Stored dataset items:
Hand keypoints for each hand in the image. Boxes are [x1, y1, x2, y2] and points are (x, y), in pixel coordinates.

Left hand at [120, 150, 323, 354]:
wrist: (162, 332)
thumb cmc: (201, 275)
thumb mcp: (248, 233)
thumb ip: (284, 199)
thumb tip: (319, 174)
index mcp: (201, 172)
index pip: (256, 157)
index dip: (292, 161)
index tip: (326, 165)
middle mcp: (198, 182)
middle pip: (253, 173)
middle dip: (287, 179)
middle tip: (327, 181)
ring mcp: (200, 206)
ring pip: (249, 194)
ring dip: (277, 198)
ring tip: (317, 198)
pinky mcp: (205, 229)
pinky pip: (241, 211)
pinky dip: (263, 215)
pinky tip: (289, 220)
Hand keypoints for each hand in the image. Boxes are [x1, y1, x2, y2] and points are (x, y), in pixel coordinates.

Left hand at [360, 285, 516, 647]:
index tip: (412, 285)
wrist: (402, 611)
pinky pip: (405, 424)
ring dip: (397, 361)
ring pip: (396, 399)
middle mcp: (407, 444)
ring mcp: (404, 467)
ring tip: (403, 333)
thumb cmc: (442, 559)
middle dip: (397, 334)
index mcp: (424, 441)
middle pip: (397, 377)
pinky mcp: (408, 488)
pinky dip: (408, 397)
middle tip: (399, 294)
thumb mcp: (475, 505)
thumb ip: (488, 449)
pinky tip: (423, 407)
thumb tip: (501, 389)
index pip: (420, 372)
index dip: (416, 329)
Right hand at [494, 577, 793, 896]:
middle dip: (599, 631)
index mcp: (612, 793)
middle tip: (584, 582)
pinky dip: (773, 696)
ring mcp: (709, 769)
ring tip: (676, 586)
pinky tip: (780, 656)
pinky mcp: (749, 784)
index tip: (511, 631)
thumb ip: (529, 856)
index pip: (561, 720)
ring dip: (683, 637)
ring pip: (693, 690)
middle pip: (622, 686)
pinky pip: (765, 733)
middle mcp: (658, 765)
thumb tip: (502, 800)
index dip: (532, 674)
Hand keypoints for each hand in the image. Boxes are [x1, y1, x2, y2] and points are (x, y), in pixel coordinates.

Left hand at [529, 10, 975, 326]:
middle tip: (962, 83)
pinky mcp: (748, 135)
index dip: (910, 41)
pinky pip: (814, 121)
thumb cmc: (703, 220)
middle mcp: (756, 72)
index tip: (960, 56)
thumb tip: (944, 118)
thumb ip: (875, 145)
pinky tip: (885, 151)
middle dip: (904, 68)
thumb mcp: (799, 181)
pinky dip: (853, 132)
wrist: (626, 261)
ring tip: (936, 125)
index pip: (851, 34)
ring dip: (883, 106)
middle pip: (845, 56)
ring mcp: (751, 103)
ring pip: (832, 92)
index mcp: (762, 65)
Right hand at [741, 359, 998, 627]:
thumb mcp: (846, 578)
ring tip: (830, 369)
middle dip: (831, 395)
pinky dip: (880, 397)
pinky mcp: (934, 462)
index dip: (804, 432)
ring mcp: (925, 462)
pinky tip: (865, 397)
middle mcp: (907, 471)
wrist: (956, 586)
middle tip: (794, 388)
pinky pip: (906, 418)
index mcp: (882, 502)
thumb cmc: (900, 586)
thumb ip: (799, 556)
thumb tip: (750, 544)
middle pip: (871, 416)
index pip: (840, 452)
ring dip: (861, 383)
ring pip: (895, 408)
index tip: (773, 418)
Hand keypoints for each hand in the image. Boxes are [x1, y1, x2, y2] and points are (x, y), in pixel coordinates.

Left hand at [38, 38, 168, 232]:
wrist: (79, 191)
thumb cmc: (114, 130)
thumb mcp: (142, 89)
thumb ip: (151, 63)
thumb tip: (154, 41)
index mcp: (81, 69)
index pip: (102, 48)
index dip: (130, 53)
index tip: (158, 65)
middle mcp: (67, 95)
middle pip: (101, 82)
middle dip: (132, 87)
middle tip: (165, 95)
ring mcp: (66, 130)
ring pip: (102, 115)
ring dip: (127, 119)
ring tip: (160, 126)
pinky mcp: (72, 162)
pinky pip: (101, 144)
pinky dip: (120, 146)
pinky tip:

■ EXERCISE INSTRUCTIONS: Show me every line in the data above that includes "hand".

■ TASK RESULT:
Hand keypoints for each hand in the image. Boxes are [x1, y1, x2, y2] and points are (x, y), in pixel coordinates.
Left hand at [120, 150, 323, 354]:
Hand keypoints for each hand in the image. Boxes are [x1, y1, x2, y2] and points are (x, y), in pixel coordinates.
Left hand at [360, 285, 516, 647]:
Right hand at [494, 577, 793, 896]:
Hand keypoints for each hand in the image. Boxes are [x1, y1, x2, y2] and points are (x, y), in pixel coordinates.
Left hand at [529, 10, 975, 326]:
Right hand at [741, 359, 998, 627]:
Hand keypoints for each hand in the image. Boxes are [x1, y1, x2, y2] and points are (x, y), in pixel coordinates.
Left hand at [38, 38, 168, 232]:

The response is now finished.